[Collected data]
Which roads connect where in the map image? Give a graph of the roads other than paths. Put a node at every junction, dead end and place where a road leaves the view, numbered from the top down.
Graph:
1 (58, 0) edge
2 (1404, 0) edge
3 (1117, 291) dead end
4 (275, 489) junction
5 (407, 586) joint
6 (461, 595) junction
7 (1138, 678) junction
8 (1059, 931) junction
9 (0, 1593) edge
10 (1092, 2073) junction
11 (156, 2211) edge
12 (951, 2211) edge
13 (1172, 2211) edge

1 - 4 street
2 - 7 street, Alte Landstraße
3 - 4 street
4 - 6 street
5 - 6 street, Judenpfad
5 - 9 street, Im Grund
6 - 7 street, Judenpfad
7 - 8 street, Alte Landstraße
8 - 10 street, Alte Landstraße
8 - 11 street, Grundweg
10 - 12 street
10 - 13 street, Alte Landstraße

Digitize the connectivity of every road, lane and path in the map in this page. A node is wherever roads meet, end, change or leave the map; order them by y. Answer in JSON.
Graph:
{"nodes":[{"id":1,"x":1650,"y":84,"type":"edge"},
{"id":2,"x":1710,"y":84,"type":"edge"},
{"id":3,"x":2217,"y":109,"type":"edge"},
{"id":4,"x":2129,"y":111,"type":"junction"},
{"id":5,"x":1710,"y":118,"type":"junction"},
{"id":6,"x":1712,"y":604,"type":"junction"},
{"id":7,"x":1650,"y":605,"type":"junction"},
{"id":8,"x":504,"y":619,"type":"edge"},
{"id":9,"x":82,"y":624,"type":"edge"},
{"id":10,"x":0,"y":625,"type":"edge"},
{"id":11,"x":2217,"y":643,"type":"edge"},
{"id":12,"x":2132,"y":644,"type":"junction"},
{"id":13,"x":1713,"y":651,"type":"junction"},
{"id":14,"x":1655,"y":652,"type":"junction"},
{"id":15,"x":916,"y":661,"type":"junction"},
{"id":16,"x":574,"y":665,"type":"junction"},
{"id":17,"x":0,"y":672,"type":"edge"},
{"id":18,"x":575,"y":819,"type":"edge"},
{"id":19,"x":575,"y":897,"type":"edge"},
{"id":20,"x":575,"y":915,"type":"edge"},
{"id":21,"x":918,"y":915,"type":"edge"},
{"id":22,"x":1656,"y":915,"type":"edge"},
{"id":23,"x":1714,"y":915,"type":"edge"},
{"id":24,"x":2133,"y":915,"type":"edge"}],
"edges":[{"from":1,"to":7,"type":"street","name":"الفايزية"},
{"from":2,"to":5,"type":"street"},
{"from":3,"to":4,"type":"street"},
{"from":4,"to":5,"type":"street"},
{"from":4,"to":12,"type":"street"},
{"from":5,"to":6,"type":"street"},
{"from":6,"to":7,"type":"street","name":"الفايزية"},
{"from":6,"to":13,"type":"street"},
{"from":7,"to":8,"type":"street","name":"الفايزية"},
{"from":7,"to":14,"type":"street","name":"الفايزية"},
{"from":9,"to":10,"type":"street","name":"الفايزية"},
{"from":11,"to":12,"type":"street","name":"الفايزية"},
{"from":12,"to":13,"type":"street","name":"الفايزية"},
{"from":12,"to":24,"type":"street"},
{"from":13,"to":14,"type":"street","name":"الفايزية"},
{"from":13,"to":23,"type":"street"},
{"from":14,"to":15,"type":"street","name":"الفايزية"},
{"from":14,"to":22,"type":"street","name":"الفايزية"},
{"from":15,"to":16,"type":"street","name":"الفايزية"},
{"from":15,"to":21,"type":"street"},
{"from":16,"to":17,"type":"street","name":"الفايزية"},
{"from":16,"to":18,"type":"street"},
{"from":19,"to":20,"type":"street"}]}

Exercise description: Wherever the word "road" appears in the data, return the whole line.

Task answer:
Which roads connect where in the map image? Give a graph of the roads other than paths. Put a node at every junction, dead end and place where a road leaves the view, numbered from the top down.
Digitize the connectivity of every road, lane and path in the map in this page. A node is wherever roads meet, end, change or leave the map; order them by y. Answer in JSON.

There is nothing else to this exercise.